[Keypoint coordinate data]
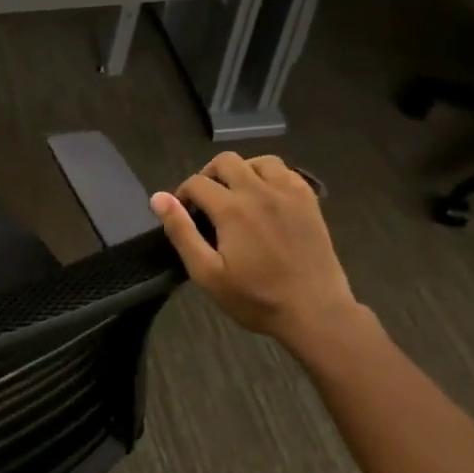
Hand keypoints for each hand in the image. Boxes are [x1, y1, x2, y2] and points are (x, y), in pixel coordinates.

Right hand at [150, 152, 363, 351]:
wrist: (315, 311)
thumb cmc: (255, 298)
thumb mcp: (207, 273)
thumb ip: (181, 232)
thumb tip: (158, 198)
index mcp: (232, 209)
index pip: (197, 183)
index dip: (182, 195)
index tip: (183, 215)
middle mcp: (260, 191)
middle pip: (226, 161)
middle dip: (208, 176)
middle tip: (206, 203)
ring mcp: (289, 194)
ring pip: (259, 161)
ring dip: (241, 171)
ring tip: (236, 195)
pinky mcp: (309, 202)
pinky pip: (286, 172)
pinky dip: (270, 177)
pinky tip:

WORK REQUEST
Transcribe the data exactly and leave no picture in the copy.

PROBLEM SOLUTION
Hand keypoints for each hand in the image. Boxes are [x1, y1, x2, y2] and points are (x, y), in pixel coordinates.

Right hand at [150, 152, 363, 351]:
wrist: (315, 311)
thumb cmc: (255, 298)
thumb mcp: (207, 273)
thumb ip: (181, 232)
thumb tip: (158, 198)
index mcp: (232, 209)
index pip: (197, 183)
index dip: (182, 195)
index tip: (183, 215)
middle mcp: (260, 191)
middle pip: (226, 161)
middle dip: (208, 176)
middle tip: (206, 203)
ring mcp: (289, 194)
ring pip: (259, 161)
ring dip: (241, 171)
ring tip: (236, 195)
pinky mcp: (309, 202)
pinky pip: (286, 172)
pinky dip: (270, 177)
pinky tip:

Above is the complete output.